What are your thoughts ?

Thansk for reviewing ! I actually agree with you that this hacky thing with the indexes is not perfect at all.. However, as it is with the null section, I would have really liked not to expose this symbol at all to the user.
Indeed, we might really want not to think about this dummy symbol while implementing new options or smth.
I couldn't find a smarter way to do this, do you have smth in mind ? :)

I've been thinking about the structure a lot here. It seems to me that the right thing to do IS to have a null symbol that getSymbolByIndex() returns. If a user has explicitly asked for the symbol at index 0, who are we to say they can't have it? As far as I can see, there is nothing in the ELF standard that prevents us having one.

Indeed, this is a wider problem - our internal implementation of the SymbolTableSection needs to not expose that we don't have a real null symbol. This includes things like how the size is calculated, how to iterate over things, whether or not it is empty etc. If there is a need to explicitly distinguish the null symbol from other symbols on a per-symbol basis, we should have something to identify it as such (e.g. Index == 0).

I know this is different from how the section header table works, and I'm beginning to wonder whether we made the wrong choice there too.

This then brings up the question, how do we prevent the symbol from being stripped? Unlike @alexshap, I'd prefer to keep the empty() check in the symbol table. Perhaps the definition of empty() should be "no symbols other than the null symbol"? In other words Symbols.size() == 1. The removeSymbols predicate would explicitly not remove the null symbol, or better yet, SymbolTableSection::removeSymbols (and probably also updateSymbols) start at the second symbol, rather than the first. What do you guys think?

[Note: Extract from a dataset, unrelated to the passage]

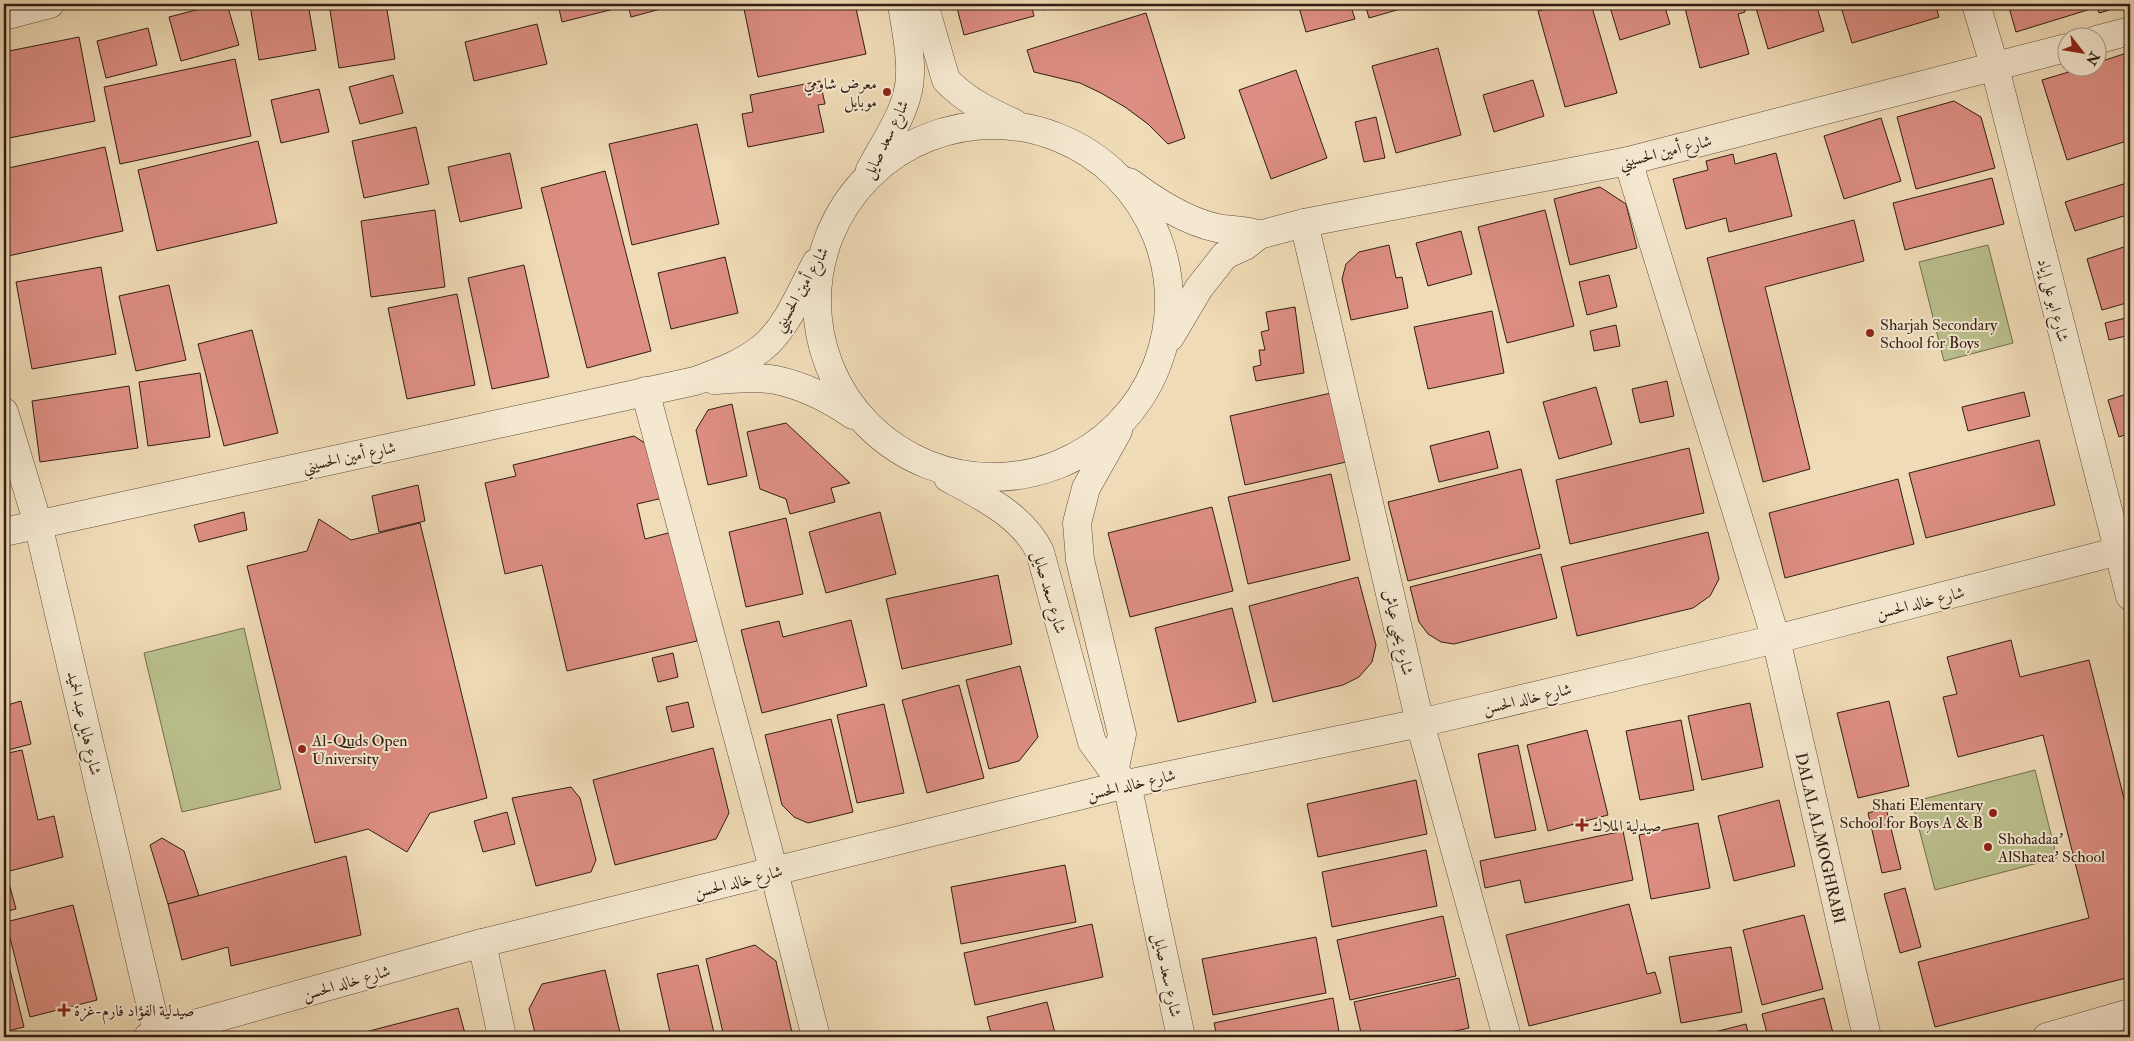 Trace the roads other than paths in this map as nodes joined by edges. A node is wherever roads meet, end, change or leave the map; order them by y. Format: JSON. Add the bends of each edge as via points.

test/tools/llvm-objcopy/strip-all-and-keep-symbol.test
61 ↗	(On Diff #148724)	Could you add something here (or in a different test) to show that we haven't given the null symbol a real name, please?
tools/llvm-objcopy/Object.cpp
121 ↗	(On Diff #148724)	zero symbol -> null symbol It's worth pointing out that the standard requires the first byte to be a null character, so maybe this should be added as a string in the StringTableSection `initialize` method or constructor instead? That will also ensure that the size is correct, which could affect the behaviour of `assignOffsets` etc.
170 ↗	(On Diff #148724)	Comment here please, to explain why we start from 1.
1142 ↗	(On Diff #148724)	It feels to me like we should actually have a virtual .size() method on the section base class (which will be overriden to return `Symbols.size() + 1` in this case), which wraps this sort of thing, hiding the details from assignOffsets (or its caller). Alternatively, can't this be done in the symbol table constructor/`initialize` method?

in general i agree with @jhenderson. Regarding changing the definition of empty() or checking the size() (what i suggested) - the latter seemes to be more explicit to me and more intuitive / causing less surprise, but i don't insist.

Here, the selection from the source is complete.